### WHAT IS EXPECTED
Give back an exact copy of the lines in the records below, from the line that has "M326,209L348,275L316,285L296,218Z" through the line that has "M743,86L853,434", and nothing besides.

### Stored data entries
==============================
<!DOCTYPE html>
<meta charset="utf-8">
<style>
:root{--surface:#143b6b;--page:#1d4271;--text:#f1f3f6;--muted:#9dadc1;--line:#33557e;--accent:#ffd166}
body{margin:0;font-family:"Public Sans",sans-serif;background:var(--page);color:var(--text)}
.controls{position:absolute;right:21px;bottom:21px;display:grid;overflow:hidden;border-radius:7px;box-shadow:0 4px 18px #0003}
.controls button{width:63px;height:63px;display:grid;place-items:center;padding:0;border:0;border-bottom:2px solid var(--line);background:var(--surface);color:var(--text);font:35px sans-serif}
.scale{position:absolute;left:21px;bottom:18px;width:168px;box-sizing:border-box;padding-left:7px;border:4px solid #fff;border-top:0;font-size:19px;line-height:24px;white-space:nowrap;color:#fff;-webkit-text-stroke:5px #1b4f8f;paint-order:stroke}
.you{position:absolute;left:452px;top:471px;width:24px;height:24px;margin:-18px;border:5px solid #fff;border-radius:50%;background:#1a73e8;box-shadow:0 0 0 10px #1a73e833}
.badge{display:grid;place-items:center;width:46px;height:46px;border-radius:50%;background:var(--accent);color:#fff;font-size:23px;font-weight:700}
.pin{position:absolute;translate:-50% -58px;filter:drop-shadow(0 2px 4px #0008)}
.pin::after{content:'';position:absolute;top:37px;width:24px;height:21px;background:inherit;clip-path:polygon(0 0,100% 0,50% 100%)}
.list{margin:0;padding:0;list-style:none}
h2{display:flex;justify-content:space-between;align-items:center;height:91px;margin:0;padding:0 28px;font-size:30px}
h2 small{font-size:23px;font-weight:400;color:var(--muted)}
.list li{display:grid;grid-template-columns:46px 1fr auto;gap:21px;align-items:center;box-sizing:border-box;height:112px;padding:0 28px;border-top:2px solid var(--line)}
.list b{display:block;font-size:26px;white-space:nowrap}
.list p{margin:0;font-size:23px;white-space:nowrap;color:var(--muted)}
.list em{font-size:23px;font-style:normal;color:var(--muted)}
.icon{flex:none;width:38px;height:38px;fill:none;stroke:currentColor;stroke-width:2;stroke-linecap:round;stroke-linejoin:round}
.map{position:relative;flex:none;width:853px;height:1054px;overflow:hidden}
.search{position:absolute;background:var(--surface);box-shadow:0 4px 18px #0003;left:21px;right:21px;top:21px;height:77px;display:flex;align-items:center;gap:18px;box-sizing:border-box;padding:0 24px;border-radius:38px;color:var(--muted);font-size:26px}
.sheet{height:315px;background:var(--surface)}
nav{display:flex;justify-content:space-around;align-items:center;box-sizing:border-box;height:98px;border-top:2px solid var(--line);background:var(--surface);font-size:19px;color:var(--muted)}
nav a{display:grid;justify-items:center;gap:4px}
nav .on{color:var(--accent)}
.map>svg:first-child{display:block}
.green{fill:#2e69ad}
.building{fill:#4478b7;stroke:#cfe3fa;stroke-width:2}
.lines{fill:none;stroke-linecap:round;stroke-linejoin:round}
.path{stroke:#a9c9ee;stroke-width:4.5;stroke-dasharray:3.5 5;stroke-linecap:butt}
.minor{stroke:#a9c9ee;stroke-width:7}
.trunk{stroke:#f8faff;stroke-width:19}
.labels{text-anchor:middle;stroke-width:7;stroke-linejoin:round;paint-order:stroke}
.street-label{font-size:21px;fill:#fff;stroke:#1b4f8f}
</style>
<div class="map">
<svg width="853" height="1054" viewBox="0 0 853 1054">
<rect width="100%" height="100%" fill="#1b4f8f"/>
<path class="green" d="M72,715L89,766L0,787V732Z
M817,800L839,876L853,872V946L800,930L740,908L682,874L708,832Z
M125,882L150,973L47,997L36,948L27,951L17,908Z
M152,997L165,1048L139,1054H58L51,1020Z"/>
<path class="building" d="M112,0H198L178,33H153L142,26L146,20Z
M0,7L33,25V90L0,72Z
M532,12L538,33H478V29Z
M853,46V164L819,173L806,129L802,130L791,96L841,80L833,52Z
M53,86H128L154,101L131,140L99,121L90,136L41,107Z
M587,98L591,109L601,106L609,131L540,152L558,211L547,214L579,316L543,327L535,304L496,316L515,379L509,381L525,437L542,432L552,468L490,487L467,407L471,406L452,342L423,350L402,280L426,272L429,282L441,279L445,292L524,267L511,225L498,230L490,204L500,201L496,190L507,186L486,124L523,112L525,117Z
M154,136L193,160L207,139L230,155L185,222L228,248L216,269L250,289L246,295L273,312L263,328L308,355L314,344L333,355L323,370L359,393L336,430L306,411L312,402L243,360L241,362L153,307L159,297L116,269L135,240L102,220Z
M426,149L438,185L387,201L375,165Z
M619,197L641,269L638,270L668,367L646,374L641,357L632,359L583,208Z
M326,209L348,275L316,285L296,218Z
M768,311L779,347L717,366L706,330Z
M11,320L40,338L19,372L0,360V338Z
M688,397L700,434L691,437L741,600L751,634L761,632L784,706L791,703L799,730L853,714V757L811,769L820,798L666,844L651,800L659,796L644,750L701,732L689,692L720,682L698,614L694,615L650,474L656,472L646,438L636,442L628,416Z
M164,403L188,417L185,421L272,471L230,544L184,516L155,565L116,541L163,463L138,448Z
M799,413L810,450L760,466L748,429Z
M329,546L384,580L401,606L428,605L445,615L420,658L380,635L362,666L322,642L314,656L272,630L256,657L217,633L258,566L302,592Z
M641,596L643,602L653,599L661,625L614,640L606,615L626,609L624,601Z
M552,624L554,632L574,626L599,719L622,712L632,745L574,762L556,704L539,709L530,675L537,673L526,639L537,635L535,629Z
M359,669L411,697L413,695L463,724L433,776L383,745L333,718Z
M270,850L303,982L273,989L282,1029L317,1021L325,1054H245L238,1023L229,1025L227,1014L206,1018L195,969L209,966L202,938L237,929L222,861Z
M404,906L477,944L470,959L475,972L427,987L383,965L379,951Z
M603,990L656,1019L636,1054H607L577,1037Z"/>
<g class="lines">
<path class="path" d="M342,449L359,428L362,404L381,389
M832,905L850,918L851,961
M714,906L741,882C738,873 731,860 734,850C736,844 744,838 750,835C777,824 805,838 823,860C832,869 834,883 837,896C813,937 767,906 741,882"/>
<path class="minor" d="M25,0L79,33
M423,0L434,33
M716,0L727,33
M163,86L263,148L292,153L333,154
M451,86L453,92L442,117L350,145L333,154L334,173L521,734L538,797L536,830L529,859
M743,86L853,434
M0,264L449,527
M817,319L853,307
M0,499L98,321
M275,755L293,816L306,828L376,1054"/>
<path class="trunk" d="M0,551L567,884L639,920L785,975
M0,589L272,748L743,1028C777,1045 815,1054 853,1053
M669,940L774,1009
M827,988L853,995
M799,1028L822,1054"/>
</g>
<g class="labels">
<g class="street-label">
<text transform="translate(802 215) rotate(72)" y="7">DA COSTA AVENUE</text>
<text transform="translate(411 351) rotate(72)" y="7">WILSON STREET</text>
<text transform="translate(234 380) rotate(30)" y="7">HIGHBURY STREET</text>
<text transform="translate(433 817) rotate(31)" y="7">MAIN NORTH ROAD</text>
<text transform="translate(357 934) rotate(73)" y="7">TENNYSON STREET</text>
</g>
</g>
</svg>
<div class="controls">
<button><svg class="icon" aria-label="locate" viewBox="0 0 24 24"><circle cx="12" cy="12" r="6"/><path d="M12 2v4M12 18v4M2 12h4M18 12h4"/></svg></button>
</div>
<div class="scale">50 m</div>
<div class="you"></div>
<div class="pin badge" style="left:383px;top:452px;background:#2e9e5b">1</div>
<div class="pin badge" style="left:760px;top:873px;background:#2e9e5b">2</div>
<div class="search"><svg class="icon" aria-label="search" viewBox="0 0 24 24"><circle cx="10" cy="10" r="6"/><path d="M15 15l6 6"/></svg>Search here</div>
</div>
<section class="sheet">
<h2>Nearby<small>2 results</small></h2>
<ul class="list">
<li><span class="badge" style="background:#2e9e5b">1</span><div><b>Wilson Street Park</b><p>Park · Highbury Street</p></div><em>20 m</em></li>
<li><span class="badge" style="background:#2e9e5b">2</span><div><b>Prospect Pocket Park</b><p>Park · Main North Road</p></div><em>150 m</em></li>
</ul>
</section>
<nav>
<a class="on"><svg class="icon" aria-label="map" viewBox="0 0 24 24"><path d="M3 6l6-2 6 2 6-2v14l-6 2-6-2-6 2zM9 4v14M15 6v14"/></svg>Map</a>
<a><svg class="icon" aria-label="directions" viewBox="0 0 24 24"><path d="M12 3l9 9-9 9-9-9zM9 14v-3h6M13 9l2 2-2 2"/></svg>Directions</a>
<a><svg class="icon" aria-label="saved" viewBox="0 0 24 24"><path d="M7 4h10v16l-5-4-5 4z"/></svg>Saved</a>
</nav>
==============================
### EXERCISE ANSWER
M326,209L348,275L316,285L296,218Z
M768,311L779,347L717,366L706,330Z
M11,320L40,338L19,372L0,360V338Z
M688,397L700,434L691,437L741,600L751,634L761,632L784,706L791,703L799,730L853,714V757L811,769L820,798L666,844L651,800L659,796L644,750L701,732L689,692L720,682L698,614L694,615L650,474L656,472L646,438L636,442L628,416Z
M164,403L188,417L185,421L272,471L230,544L184,516L155,565L116,541L163,463L138,448Z
M799,413L810,450L760,466L748,429Z
M329,546L384,580L401,606L428,605L445,615L420,658L380,635L362,666L322,642L314,656L272,630L256,657L217,633L258,566L302,592Z
M641,596L643,602L653,599L661,625L614,640L606,615L626,609L624,601Z
M552,624L554,632L574,626L599,719L622,712L632,745L574,762L556,704L539,709L530,675L537,673L526,639L537,635L535,629Z
M359,669L411,697L413,695L463,724L433,776L383,745L333,718Z
M270,850L303,982L273,989L282,1029L317,1021L325,1054H245L238,1023L229,1025L227,1014L206,1018L195,969L209,966L202,938L237,929L222,861Z
M404,906L477,944L470,959L475,972L427,987L383,965L379,951Z
M603,990L656,1019L636,1054H607L577,1037Z"/>
<g class="lines">
<path class="path" d="M342,449L359,428L362,404L381,389
M832,905L850,918L851,961
M714,906L741,882C738,873 731,860 734,850C736,844 744,838 750,835C777,824 805,838 823,860C832,869 834,883 837,896C813,937 767,906 741,882"/>
<path class="minor" d="M25,0L79,33
M423,0L434,33
M716,0L727,33
M163,86L263,148L292,153L333,154
M451,86L453,92L442,117L350,145L333,154L334,173L521,734L538,797L536,830L529,859
M743,86L853,434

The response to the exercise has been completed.